Вот тут и начались проблемы, не видит модуль createLBPHFaceRecognizer(). Где его взять? Может он идет с библиотекой opencv? Кто знает киньте что нибудь! Перерыл везде, все как-то вокруг да около.
Файл этот yml нужен для третьего кода основного, который и будет сравнивать лицо с веб камеры с базой данных уже отснятых лиц.
3 код.
# Import OpenCV2 for image processing
import cv2
# Import numpy for matrices calculations
import numpy as np
# Create Local Binary Patterns Histograms for face recognization
recognizer = cv2.face.createLBPHFaceRecognizer()
# Load the trained mode
recognizer.load('trainer/trainer.yml')
# Load prebuilt model for Frontal Face
cascadePath = "haarcascade_frontalface_default.xml"
# Create classifier from prebuilt model
faceCascade = cv2.CascadeClassifier(cascadePath);
# Set the font style
font = cv2.FONT_HERSHEY_SIMPLEX
# Initialize and start the video frame capture
cam = cv2.VideoCapture(0)
# Loop
while True:
# Read the video frame
ret, im =cam.read()
# Convert the captured frame into grayscale
gray = cv2.cvtColor(im,cv2.COLOR_BGR2GRAY)
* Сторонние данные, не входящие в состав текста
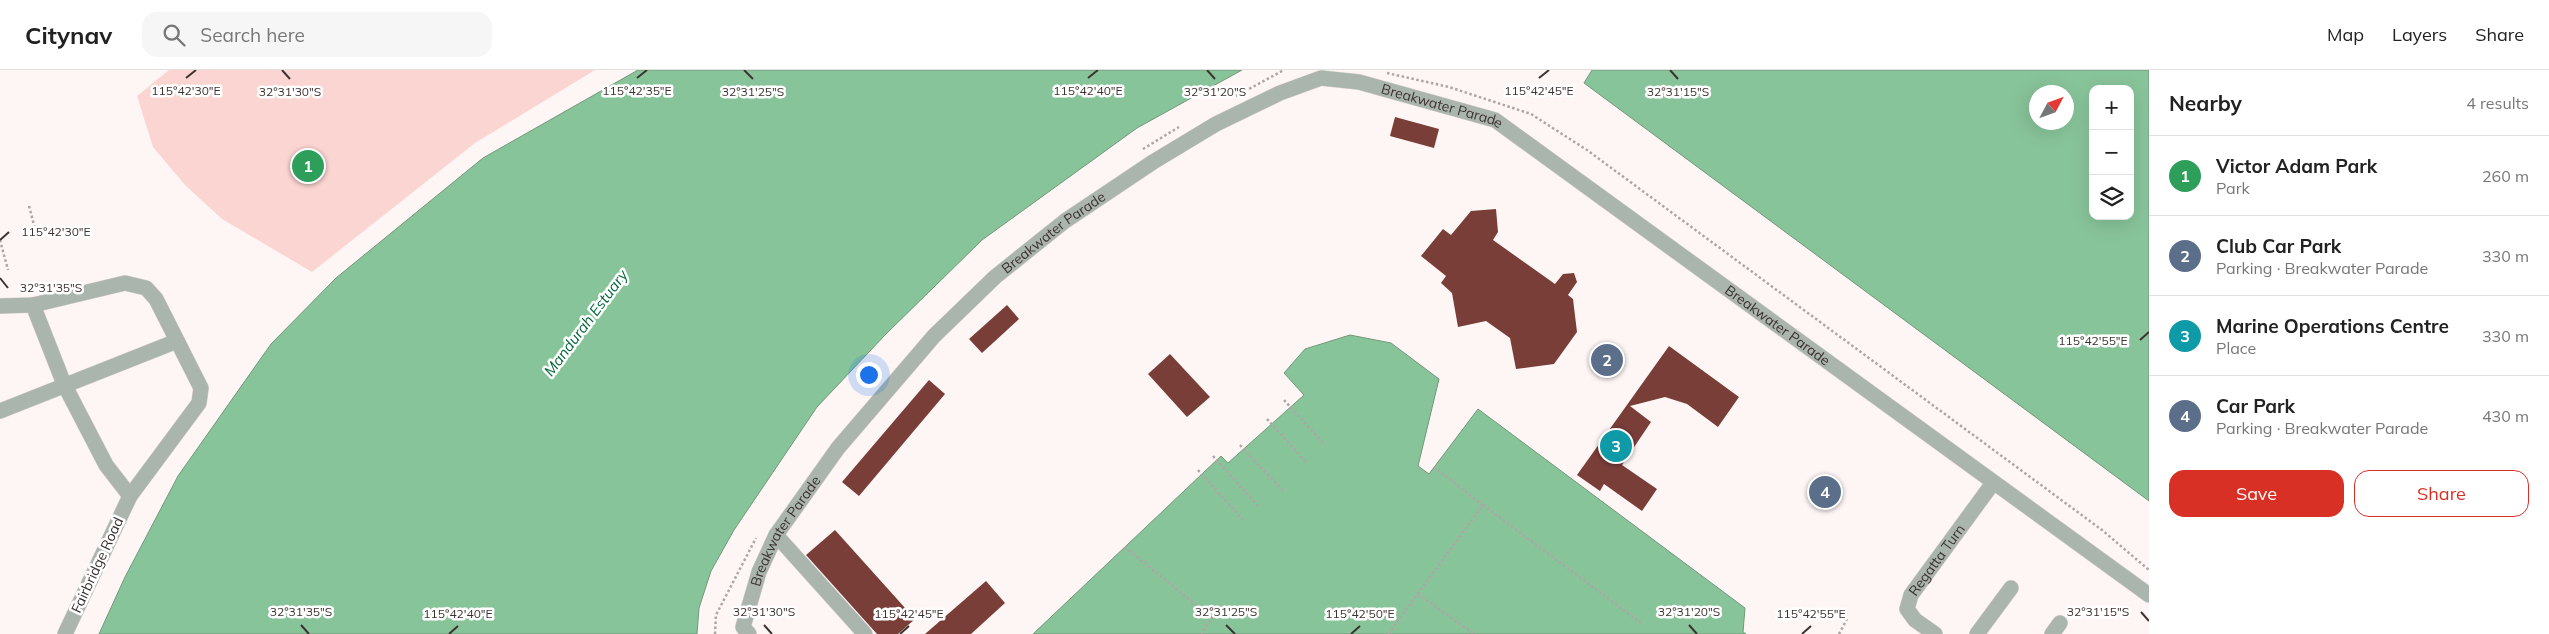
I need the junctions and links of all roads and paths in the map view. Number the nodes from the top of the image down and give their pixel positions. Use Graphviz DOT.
graph roads {
  1 [pos="1385,73"];
  2 [pos="29,206"];
  3 [pos="37,236"];
  4 [pos="0,240"];
  5 [pos="8,270"];
  6 [pos="0,306"];
  7 [pos="33,306"];
  8 [pos="177,341"];
  9 [pos="64,384"];
  10 [pos="1284,400"];
  11 [pos="0,411"];
  12 [pos="1268,419"];
  13 [pos="1240,445"];
  14 [pos="1325,445"];
  15 [pos="1214,456"];
  16 [pos="1306,462"];
  17 [pos="1434,467"];
  18 [pos="1198,470"];
  19 [pos="1993,483"];
  20 [pos="1284,492"];
  21 [pos="130,496"];
  22 [pos="1258,506"];
  23 [pos="1483,506"];
  24 [pos="1243,520"];
  25 [pos="776,535"];
  26 [pos="1125,547"];
  27 [pos="2149,570"];
  28 [pos="2011,588"];
  29 [pos="1418,594"];
  30 [pos="2149,595"];
  31 [pos="1847,619"];
  32 [pos="1641,623"];
  33 [pos="65,634"];
  34 [pos="748,634"];
  35 [pos="865,634"];
  36 [pos="1201,634"];
  37 [pos="1388,634"];
  38 [pos="1474,634"];
  39 [pos="1839,634"];
  40 [pos="1935,634"];
  41 [pos="1977,634"];
  1 -- 27 [label="path"];
  2 -- 3 [label="path"];
  4 -- 5 [label="path"];
  6 -- 7 [label="street, Fairbridge Road"];
  7 -- 8 [label="street, Fairbridge Road"];
  7 -- 9 [label="street"];
  8 -- 9 [label="street"];
  8 -- 21 [label="street, Fairbridge Road"];
  9 -- 11 [label="street"];
  9 -- 21 [label="street"];
  10 -- 14 [label="path"];
  12 -- 16 [label="path"];
  13 -- 20 [label="path"];
  15 -- 22 [label="path"];
  17 -- 23 [label="path"];
  18 -- 24 [label="path"];
  19 -- 25 [label="street, Breakwater Parade"];
  19 -- 30 [label="street, Breakwater Parade"];
  19 -- 40 [label="street, Regatta Turn"];
  21 -- 33 [label="street, Fairbridge Road"];
  23 -- 29 [label="path"];
  23 -- 32 [label="path"];
  25 -- 34 [label="street, Breakwater Parade"];
  25 -- 35 [label="street"];
  26 -- 36 [label="path"];
  28 -- 41 [label="street"];
  29 -- 37 [label="path"];
  29 -- 38 [label="path"];
  31 -- 39 [label="path"];
}
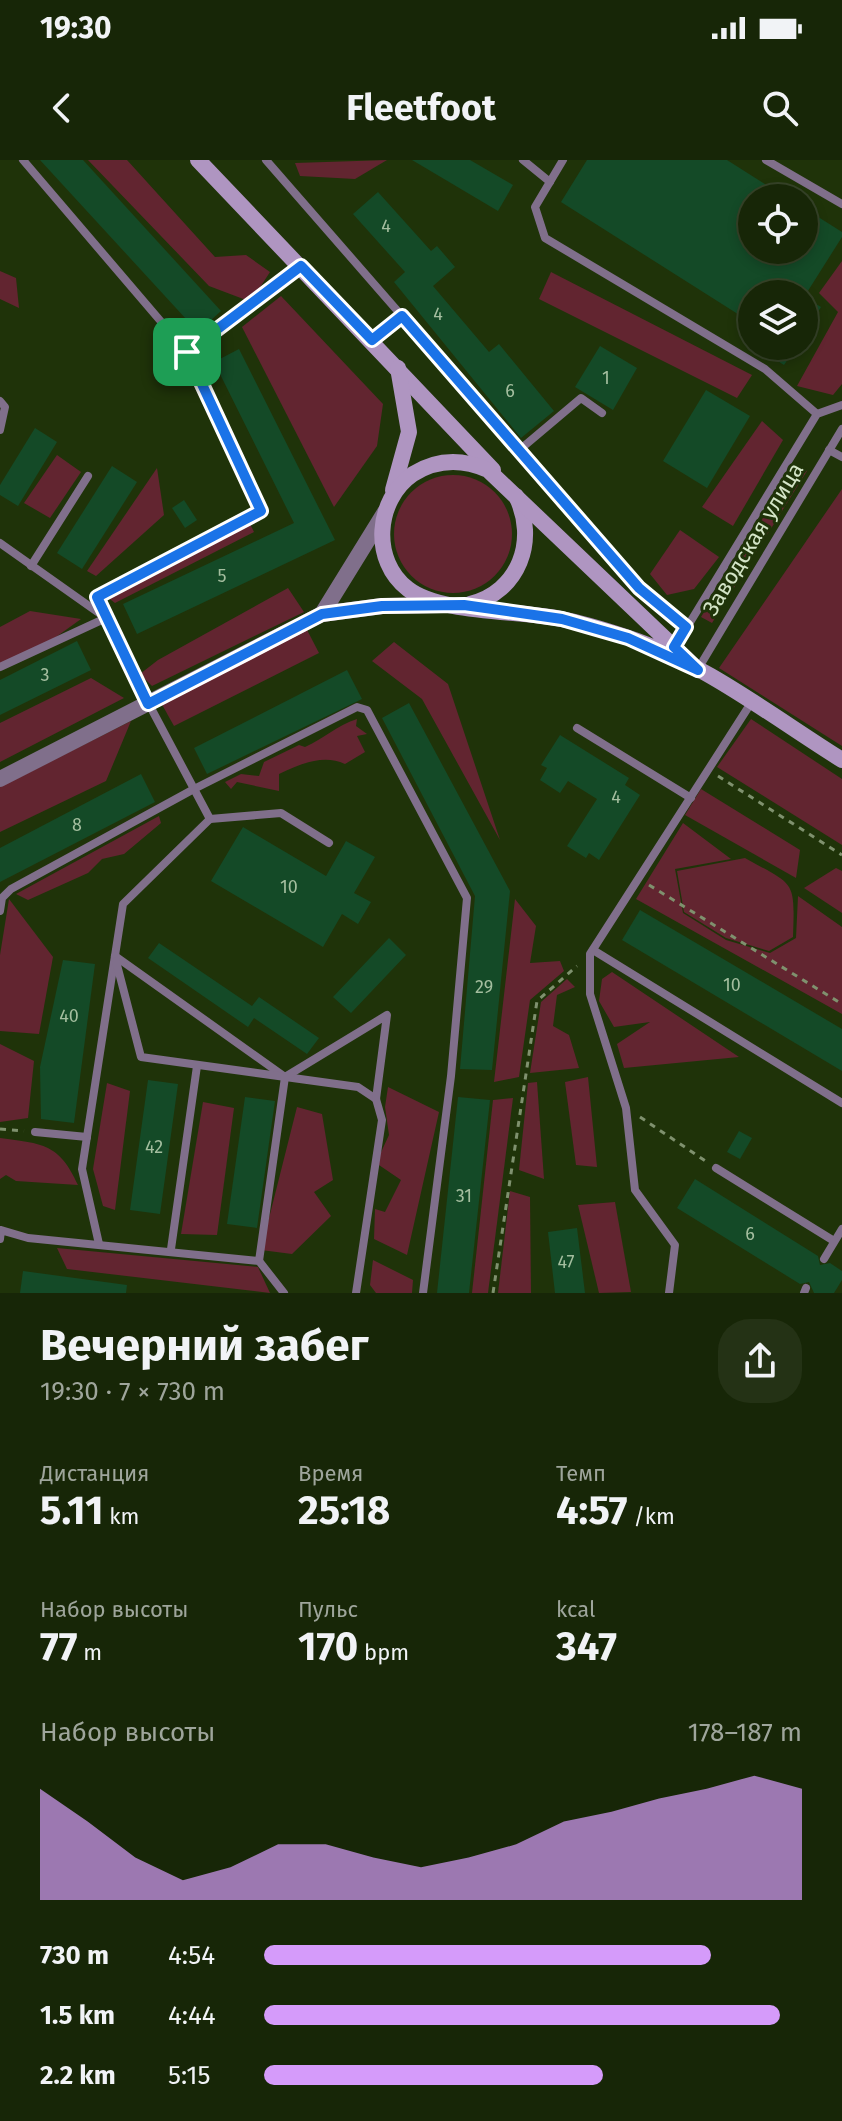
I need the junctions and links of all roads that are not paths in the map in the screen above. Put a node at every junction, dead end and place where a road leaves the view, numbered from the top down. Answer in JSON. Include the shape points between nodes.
{"nodes":[{"id":1,"x":23,"y":160,"type":"edge"},
{"id":2,"x":198,"y":160,"type":"edge"},
{"id":3,"x":266,"y":160,"type":"edge"},
{"id":4,"x":523,"y":160,"type":"edge"},
{"id":5,"x":563,"y":160,"type":"edge"},
{"id":6,"x":766,"y":160,"type":"edge"},
{"id":7,"x":550,"y":182,"type":"junction"},
{"id":8,"x":842,"y":204,"type":"edge"},
{"id":9,"x":301,"y":266,"type":"junction"},
{"id":10,"x":402,"y":316,"type":"junction"},
{"id":11,"x":372,"y":340,"type":"junction"},
{"id":12,"x":187,"y":352,"type":"junction"},
{"id":13,"x":398,"y":367,"type":"junction"},
{"id":14,"x":0,"y":401,"type":"edge"},
{"id":15,"x":842,"y":405,"type":"edge"},
{"id":16,"x":602,"y":413,"type":"dead end"},
{"id":17,"x":817,"y":414,"type":"junction"},
{"id":18,"x":842,"y":429,"type":"edge"},
{"id":19,"x":0,"y":430,"type":"edge"},
{"id":20,"x":829,"y":450,"type":"junction"},
{"id":21,"x":517,"y":452,"type":"junction"},
{"id":22,"x":842,"y":457,"type":"edge"},
{"id":23,"x":88,"y":476,"type":"dead end"},
{"id":24,"x":506,"y":484,"type":"junction"},
{"id":25,"x":387,"y":506,"type":"junction"},
{"id":26,"x":0,"y":543,"type":"edge"},
{"id":27,"x":31,"y":566,"type":"junction"},
{"id":28,"x":441,"y":605,"type":"junction"},
{"id":29,"x":464,"y":605,"type":"junction"},
{"id":30,"x":322,"y":614,"type":"junction"},
{"id":31,"x":106,"y":618,"type":"junction"},
{"id":32,"x":686,"y":627,"type":"junction"},
{"id":33,"x":674,"y":647,"type":"junction"},
{"id":34,"x":0,"y":667,"type":"edge"},
{"id":35,"x":698,"y":670,"type":"junction"},
{"id":36,"x":751,"y":703,"type":"junction"},
{"id":37,"x":148,"y":704,"type":"junction"},
{"id":38,"x":577,"y":728,"type":"dead end"},
{"id":39,"x":842,"y":760,"type":"edge"},
{"id":40,"x":0,"y":779,"type":"edge"},
{"id":41,"x":194,"y":789,"type":"junction"},
{"id":42,"x":691,"y":798,"type":"junction"},
{"id":43,"x":210,"y":819,"type":"junction"},
{"id":44,"x":329,"y":843,"type":"dead end"},
{"id":45,"x":0,"y":911,"type":"edge"},
{"id":46,"x":592,"y":952,"type":"junction"},
{"id":47,"x":115,"y":956,"type":"junction"},
{"id":48,"x":197,"y":1066,"type":"junction"},
{"id":49,"x":285,"y":1077,"type":"junction"},
{"id":50,"x":376,"y":1099,"type":"junction"},
{"id":51,"x":842,"y":1103,"type":"edge"},
{"id":52,"x":35,"y":1132,"type":"road end"},
{"id":53,"x":87,"y":1137,"type":"junction"},
{"id":54,"x":716,"y":1168,"type":"road end"},
{"id":55,"x":842,"y":1229,"type":"edge"},
{"id":56,"x":0,"y":1230,"type":"edge"},
{"id":57,"x":0,"y":1239,"type":"edge"},
{"id":58,"x":834,"y":1241,"type":"junction"},
{"id":59,"x":99,"y":1244,"type":"junction"},
{"id":60,"x":171,"y":1249,"type":"junction"},
{"id":61,"x":824,"y":1259,"type":"dead end"},
{"id":62,"x":259,"y":1261,"type":"junction"},
{"id":63,"x":284,"y":1293,"type":"edge"},
{"id":64,"x":356,"y":1293,"type":"edge"},
{"id":65,"x":423,"y":1293,"type":"edge"},
{"id":66,"x":669,"y":1293,"type":"edge"}],
"edges":[{"from":1,"to":12,"type":"lane"},
{"from":2,"to":9,"type":"main road"},
{"from":3,"to":10,"type":"lane"},
{"from":4,"to":7,"type":"lane"},
{"from":5,"to":7,"type":"lane"},
{"from":6,"to":8,"type":"lane"},
{"from":7,"to":17,"type":"lane","via":[[535,207],[545,238],[765,369]]},
{"from":9,"to":11,"type":"main road"},
{"from":9,"to":12,"type":"lane"},
{"from":10,"to":11,"type":"lane"},
{"from":10,"to":21,"type":"lane"},
{"from":11,"to":13,"type":"main road"},
{"from":12,"to":31,"type":"lane","via":[[261,511],[97,597]]},
{"from":13,"to":24,"type":"main road"},
{"from":13,"to":25,"type":"main road","via":[[409,432]]},
{"from":14,"to":19,"type":"lane","via":[[5,407]]},
{"from":15,"to":17,"type":"lane"},
{"from":16,"to":21,"type":"lane","via":[[581,398]]},
{"from":17,"to":32,"type":"lane"},
{"from":18,"to":20,"type":"lane","name":"Заводская улица"},
{"from":20,"to":22,"type":"lane"},
{"from":20,"to":35,"type":"lane","name":"Заводская улица"},
{"from":21,"to":32,"type":"lane","via":[[639,588]]},
{"from":23,"to":27,"type":"lane"},
{"from":24,"to":25,"type":"main road","via":[[475,464],[447,462],[420,470]]},
{"from":24,"to":29,"type":"main road","via":[[525,522],[520,564],[503,587]]},
{"from":24,"to":33,"type":"main road"},
{"from":25,"to":28,"type":"main road","via":[[381,532],[392,571],[421,599]]},
{"from":25,"to":30,"type":"street"},
{"from":26,"to":27,"type":"lane"},
{"from":27,"to":31,"type":"lane"},
{"from":28,"to":29,"type":"main road"},
{"from":28,"to":30,"type":"street"},
{"from":29,"to":35,"type":"main road","via":[[562,619],[628,638]]},
{"from":30,"to":37,"type":"street"},
{"from":31,"to":34,"type":"lane"},
{"from":31,"to":37,"type":"lane"},
{"from":32,"to":33,"type":"lane"},
{"from":33,"to":35,"type":"main road"},
{"from":35,"to":36,"type":"main road"},
{"from":36,"to":39,"type":"main road"},
{"from":36,"to":42,"type":"lane"},
{"from":37,"to":40,"type":"street"},
{"from":37,"to":41,"type":"lane"},
{"from":38,"to":42,"type":"lane"},
{"from":41,"to":43,"type":"lane"},
{"from":41,"to":45,"type":"lane","via":[[11,889],[2,898]]},
{"from":41,"to":65,"type":"lane","via":[[357,707],[367,710],[467,898]]},
{"from":42,"to":46,"type":"lane"},
{"from":43,"to":44,"type":"lane","via":[[281,813]]},
{"from":43,"to":47,"type":"lane","via":[[123,904]]},
{"from":46,"to":51,"type":"lane"},
{"from":46,"to":66,"type":"lane","via":[[590,994],[626,1108],[635,1190],[675,1245]]},
{"from":47,"to":48,"type":"lane","via":[[141,1057]]},
{"from":47,"to":49,"type":"lane"},
{"from":47,"to":53,"type":"lane"},
{"from":48,"to":49,"type":"lane"},
{"from":48,"to":60,"type":"lane"},
{"from":49,"to":50,"type":"lane","via":[[358,1087]]},
{"from":49,"to":50,"type":"lane","via":[[387,1015]]},
{"from":49,"to":62,"type":"lane"},
{"from":50,"to":64,"type":"lane","via":[[382,1120]]},
{"from":52,"to":53,"type":"lane"},
{"from":53,"to":59,"type":"lane","via":[[82,1169]]},
{"from":54,"to":58,"type":"lane"},
{"from":55,"to":58,"type":"lane"},
{"from":56,"to":57,"type":"lane"},
{"from":56,"to":59,"type":"lane","via":[[28,1238]]},
{"from":58,"to":61,"type":"lane"},
{"from":59,"to":60,"type":"lane"},
{"from":60,"to":62,"type":"lane"},
{"from":62,"to":63,"type":"lane"}]}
# Get all face from the video frame
faces = faceCascade.detectMultiScale(gray, 1.2,5)
# For each face in faces
for(x,y,w,h) in faces:
# Create rectangle around the face
cv2.rectangle(im, (x-20,y-20), (x+w+20,y+h+20), (0,255,0), 4)
# Recognize the face belongs to which ID
Id = recognizer.predict(gray[y:y+h,x:x+w])
# Check the ID if exist
if(Id == 1):
Id = "Nazmi"
#If not exist, then it is Unknown
else:
Id = "Unknown"
# Put text describe who is in the picture
cv2.rectangle(im, (x-22,y-90), (x+w+22, y-22), (0,255,0), -1)
cv2.putText(im, str(Id), (x,y-40), font, 2, (255,255,255), 3)
# Display the video frame with the bounded rectangle
cv2.imshow('im',im)
# If 'q' is pressed, close program
if cv2.waitKey(10) & 0xFF == ord('q'):
break
# Stop the camera
cam.release()
# Close all windows
cv2.destroyAllWindows()
Ну вот и все. Здесь я и застопорился.